# Records for the task:
====

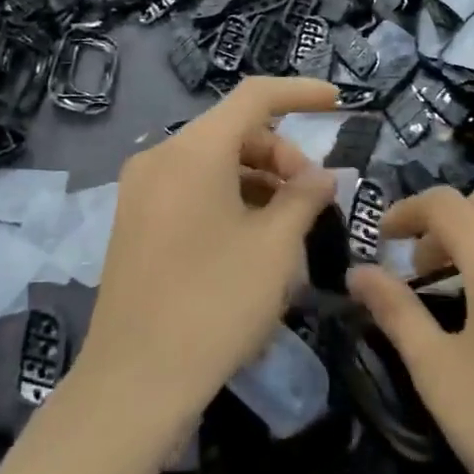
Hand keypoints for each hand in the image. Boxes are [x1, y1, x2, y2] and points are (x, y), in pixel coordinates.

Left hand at [76, 77, 338, 435]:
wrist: (135, 380)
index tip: (338, 102)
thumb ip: (304, 197)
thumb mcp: (275, 247)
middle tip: (314, 198)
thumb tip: (321, 175)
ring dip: (258, 180)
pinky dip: (229, 198)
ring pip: (213, 163)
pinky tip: (253, 237)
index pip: (254, 97)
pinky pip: (191, 190)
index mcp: (193, 151)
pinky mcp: (134, 222)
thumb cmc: (215, 303)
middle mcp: (160, 158)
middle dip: (282, 154)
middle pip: (233, 132)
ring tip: (290, 223)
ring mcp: (140, 191)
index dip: (301, 93)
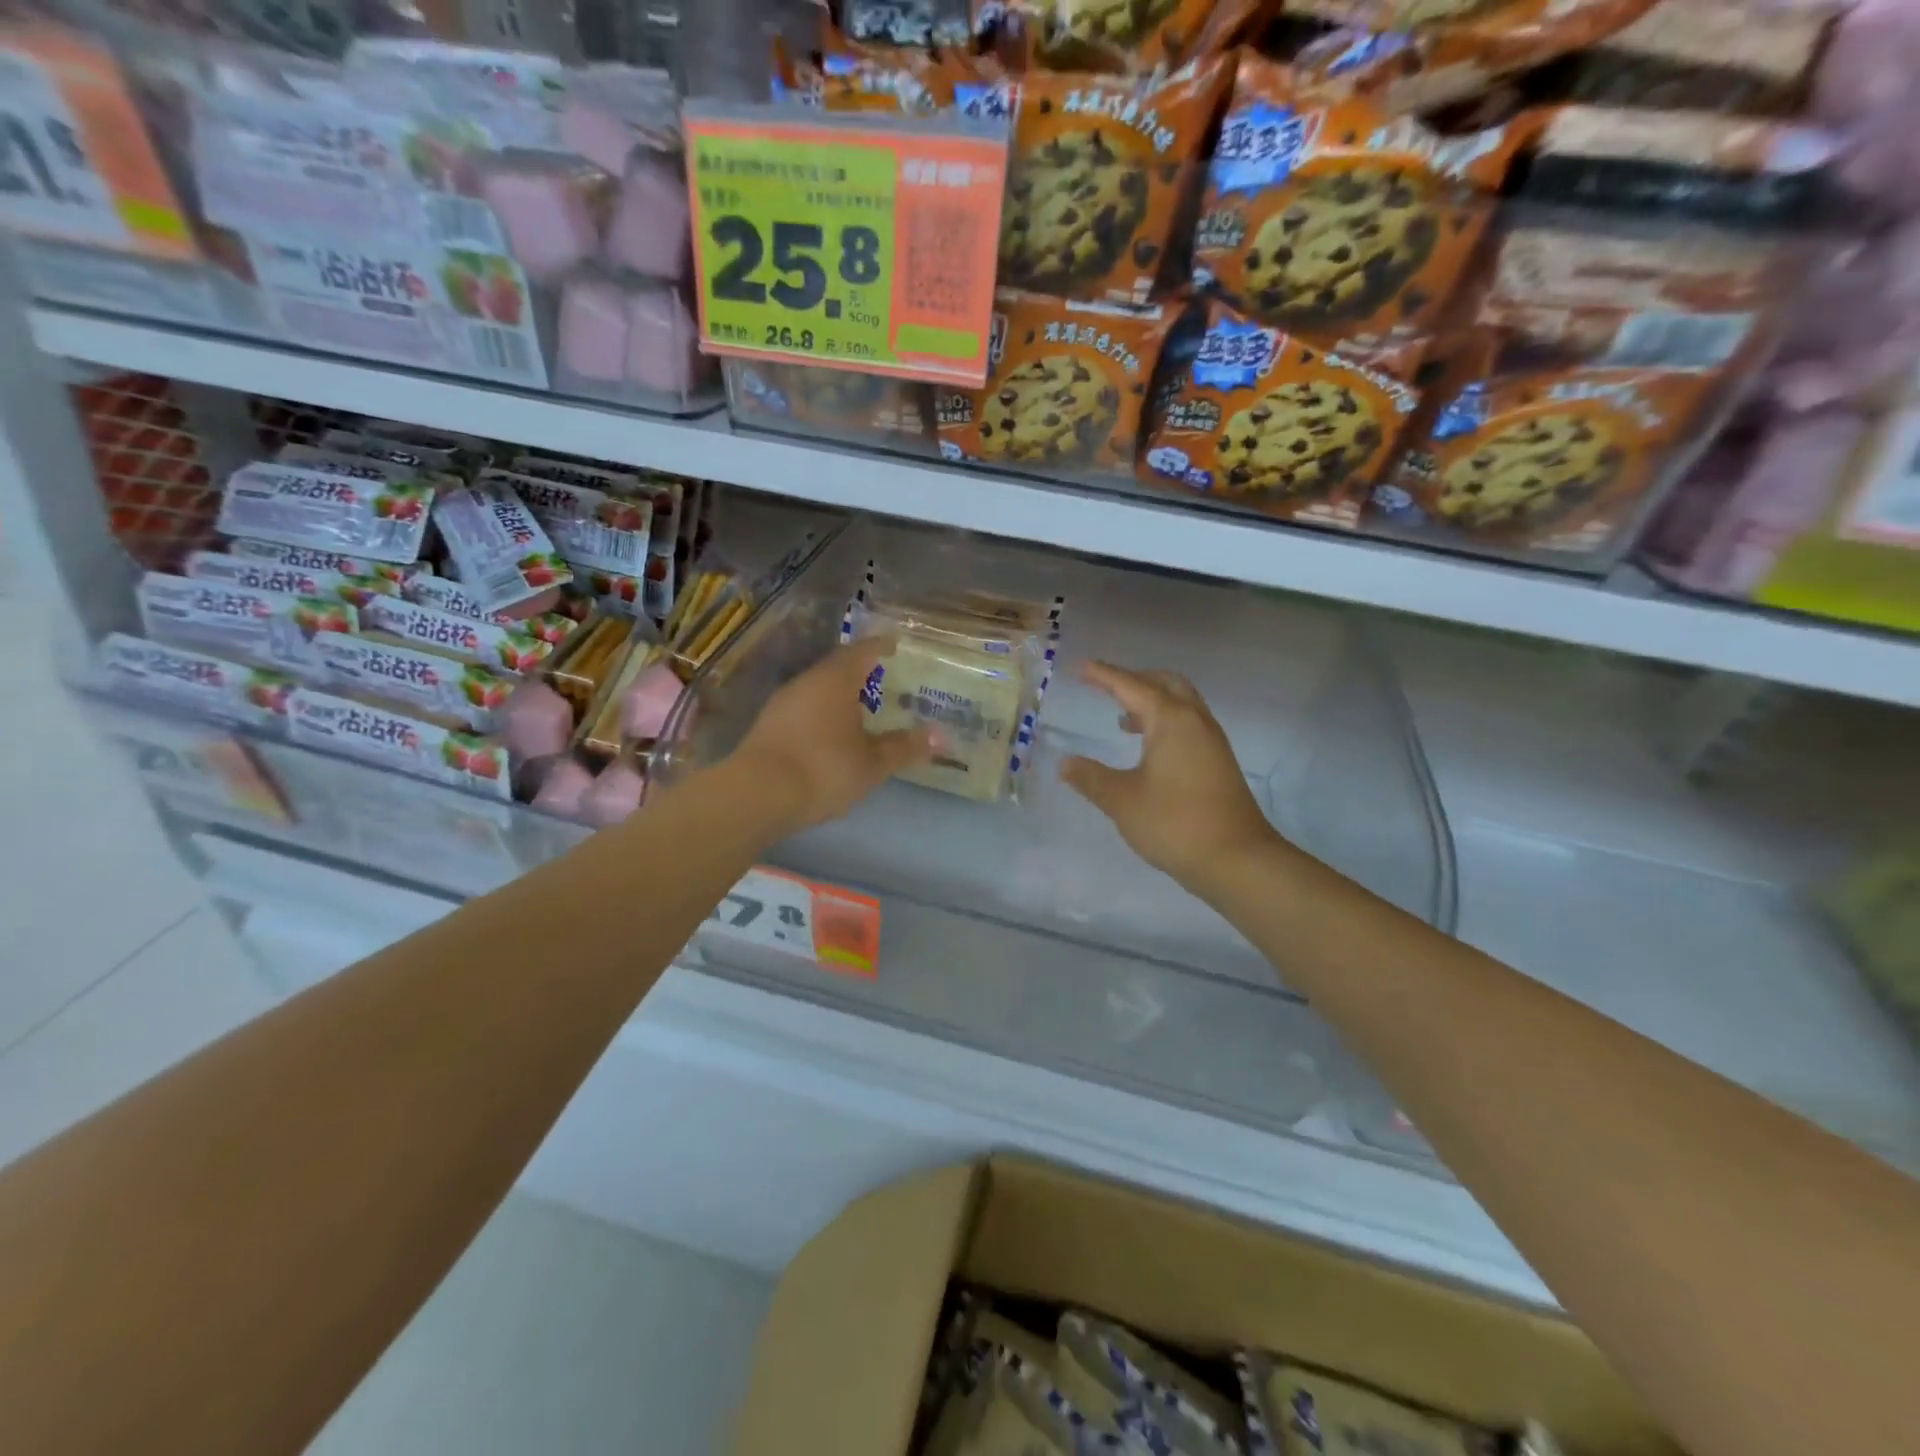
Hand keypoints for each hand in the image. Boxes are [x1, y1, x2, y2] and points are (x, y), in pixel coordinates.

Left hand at [730, 637, 933, 835]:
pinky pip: (803, 709)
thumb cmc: (824, 768)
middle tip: (883, 679)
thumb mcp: (872, 763)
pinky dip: (821, 714)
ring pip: (817, 689)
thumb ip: (904, 747)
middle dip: (860, 671)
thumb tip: (941, 735)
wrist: (757, 795)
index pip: (863, 651)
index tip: (894, 645)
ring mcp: (782, 703)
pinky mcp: (767, 726)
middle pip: (837, 667)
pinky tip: (830, 734)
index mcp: (836, 680)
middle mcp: (807, 682)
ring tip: (860, 709)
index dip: (880, 646)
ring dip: (838, 695)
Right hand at [1060, 662, 1279, 895]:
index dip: (1104, 675)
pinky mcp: (1218, 761)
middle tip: (1105, 687)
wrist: (1237, 859)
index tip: (1081, 667)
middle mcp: (1195, 720)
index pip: (1131, 686)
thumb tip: (1065, 764)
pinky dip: (1165, 721)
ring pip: (1181, 702)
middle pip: (1164, 683)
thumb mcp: (1122, 800)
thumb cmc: (1174, 823)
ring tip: (1122, 718)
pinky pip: (1188, 723)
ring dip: (1151, 701)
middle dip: (1134, 679)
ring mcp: (1211, 740)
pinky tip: (1148, 748)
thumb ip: (1091, 778)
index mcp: (1170, 720)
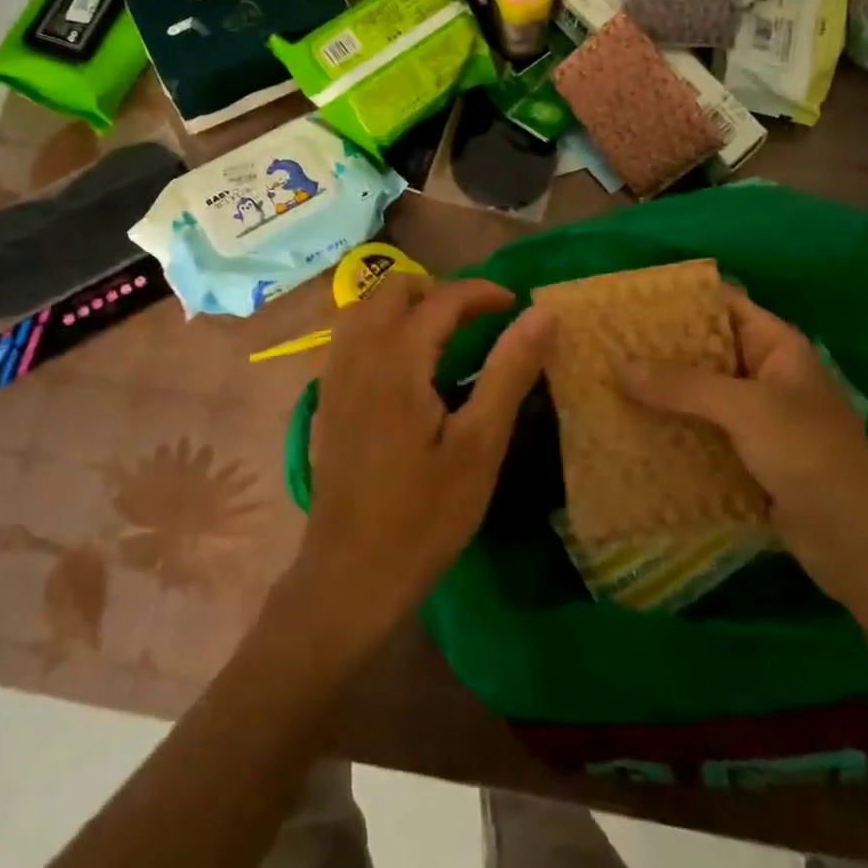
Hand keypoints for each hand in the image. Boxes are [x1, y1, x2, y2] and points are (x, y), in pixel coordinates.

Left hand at [292, 275, 556, 649]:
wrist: (351, 576)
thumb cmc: (424, 515)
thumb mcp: (480, 445)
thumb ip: (509, 372)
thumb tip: (541, 314)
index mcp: (397, 361)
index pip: (441, 300)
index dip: (481, 292)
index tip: (515, 303)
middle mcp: (358, 357)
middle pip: (391, 290)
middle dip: (438, 290)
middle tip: (477, 318)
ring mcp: (334, 379)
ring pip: (363, 310)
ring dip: (403, 306)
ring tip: (442, 333)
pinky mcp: (326, 403)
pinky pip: (349, 339)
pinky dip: (379, 328)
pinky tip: (403, 367)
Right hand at [617, 287, 867, 586]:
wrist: (859, 540)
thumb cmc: (809, 453)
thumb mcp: (745, 408)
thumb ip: (683, 385)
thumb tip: (619, 366)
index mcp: (777, 347)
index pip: (724, 304)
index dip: (682, 299)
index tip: (632, 301)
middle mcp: (765, 375)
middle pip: (706, 350)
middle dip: (661, 350)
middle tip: (608, 345)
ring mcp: (757, 419)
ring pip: (700, 395)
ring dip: (662, 394)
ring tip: (608, 383)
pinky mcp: (747, 458)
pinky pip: (702, 434)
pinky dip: (673, 431)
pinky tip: (632, 430)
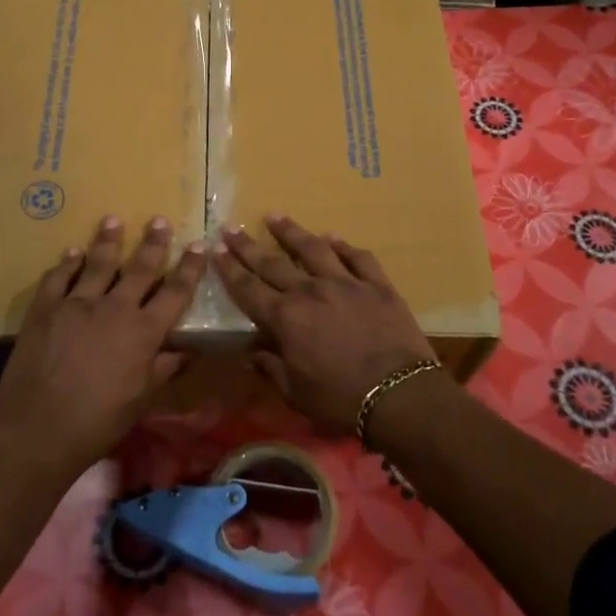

====

# What to produce:
The answer must repeat every record exactly, with all pictures left out.

# Worked solution:
Hand keypoints for each hand in the image. Boxes are [x1, y1, x2, y2] and points are (x, y), in pixel coordinates.

Left hand at [76, 77, 338, 435]:
wrist: (135, 380)
index tip: (338, 102)
thumb ip: (304, 197)
thumb mcp: (275, 247)
middle tip: (314, 198)
thumb tip: (321, 175)
ring dip: (258, 180)
pinky dip: (229, 198)
ring pip: (213, 163)
pinky tip: (253, 237)
index pip: (254, 97)
pinky pip: (191, 190)
index mcp: (193, 151)
pinky mcp: (134, 222)
thumb cmc: (215, 303)
middle mcp: (160, 158)
middle dip: (282, 154)
middle pip: (233, 132)
ring tip: (290, 223)
ring mcp: (140, 191)
index dip: (301, 93)
Hand keypoints for each hand in the image. Boxes are [x1, y1, x2, y2] and points are (x, y), in pixel coordinates.

Left hand at [730, 637, 933, 835]:
pinky pip: (803, 709)
thumb cmc: (824, 768)
middle tip: (883, 679)
thumb mcp: (872, 763)
pinky dip: (821, 714)
ring pip: (817, 689)
thumb ip: (904, 747)
middle dip: (860, 671)
thumb tip: (941, 735)
wrist: (757, 795)
index pip: (863, 651)
index tip: (894, 645)
ring mcp: (782, 703)
pinky mcp: (767, 726)
middle pip: (837, 667)
pinky tip: (830, 734)
index mcp: (836, 680)
middle mcp: (807, 682)
ring tip: (860, 709)
index dip: (880, 646)
ring dip: (838, 695)
Right hand at [1060, 662, 1279, 895]:
index dip: (1104, 675)
pinky mcp: (1218, 761)
middle tip: (1105, 687)
wrist: (1237, 859)
index tip: (1081, 667)
middle mcp: (1195, 720)
index pip: (1131, 686)
thumb tip: (1065, 764)
pinky dip: (1165, 721)
ring pip: (1181, 702)
middle pip: (1164, 683)
thumb mcp: (1122, 800)
thumb cmc: (1174, 823)
ring tip: (1122, 718)
pinky pip: (1188, 723)
ring dip: (1151, 701)
middle dip: (1134, 679)
ring mcp: (1211, 740)
pinky tip: (1148, 748)
thumb ip: (1091, 778)
index mcp: (1170, 720)
Hand keypoints for each hand in the image. Boxes are [x1, y1, x2, y2] and points are (x, y), in pixel coordinates.

Left hand at [292, 275, 556, 649]:
wrist: (351, 576)
thumb cmc: (424, 515)
thumb mcp: (480, 445)
thumb ip: (509, 372)
thumb tip: (541, 314)
index mcp: (397, 361)
index pip: (441, 300)
index dip: (481, 292)
index tip: (515, 303)
middle mcp: (358, 357)
middle pip: (391, 290)
middle dip: (438, 290)
middle tip: (477, 318)
ring mcp: (334, 379)
ring pip: (363, 310)
ring dip: (403, 306)
ring tip: (442, 333)
pinky mcp: (326, 403)
pinky pip: (349, 339)
pinky dip: (379, 328)
pinky tip: (403, 367)
Right hand at [617, 287, 867, 586]:
wrist: (859, 540)
thumb cmc: (809, 453)
thumb mcp: (745, 408)
thumb ip: (683, 385)
thumb tip: (619, 366)
index mcp: (777, 347)
index pip: (724, 304)
index dip: (682, 299)
index tip: (632, 301)
middle mcp: (765, 375)
middle pip: (706, 350)
middle dip: (661, 350)
middle tip: (608, 345)
ring mcp: (757, 419)
ring pip: (700, 395)
ring dip: (662, 394)
ring tip: (608, 383)
pinky mcp: (747, 458)
pinky pip: (702, 434)
pinky dip: (673, 431)
pinky tip: (632, 430)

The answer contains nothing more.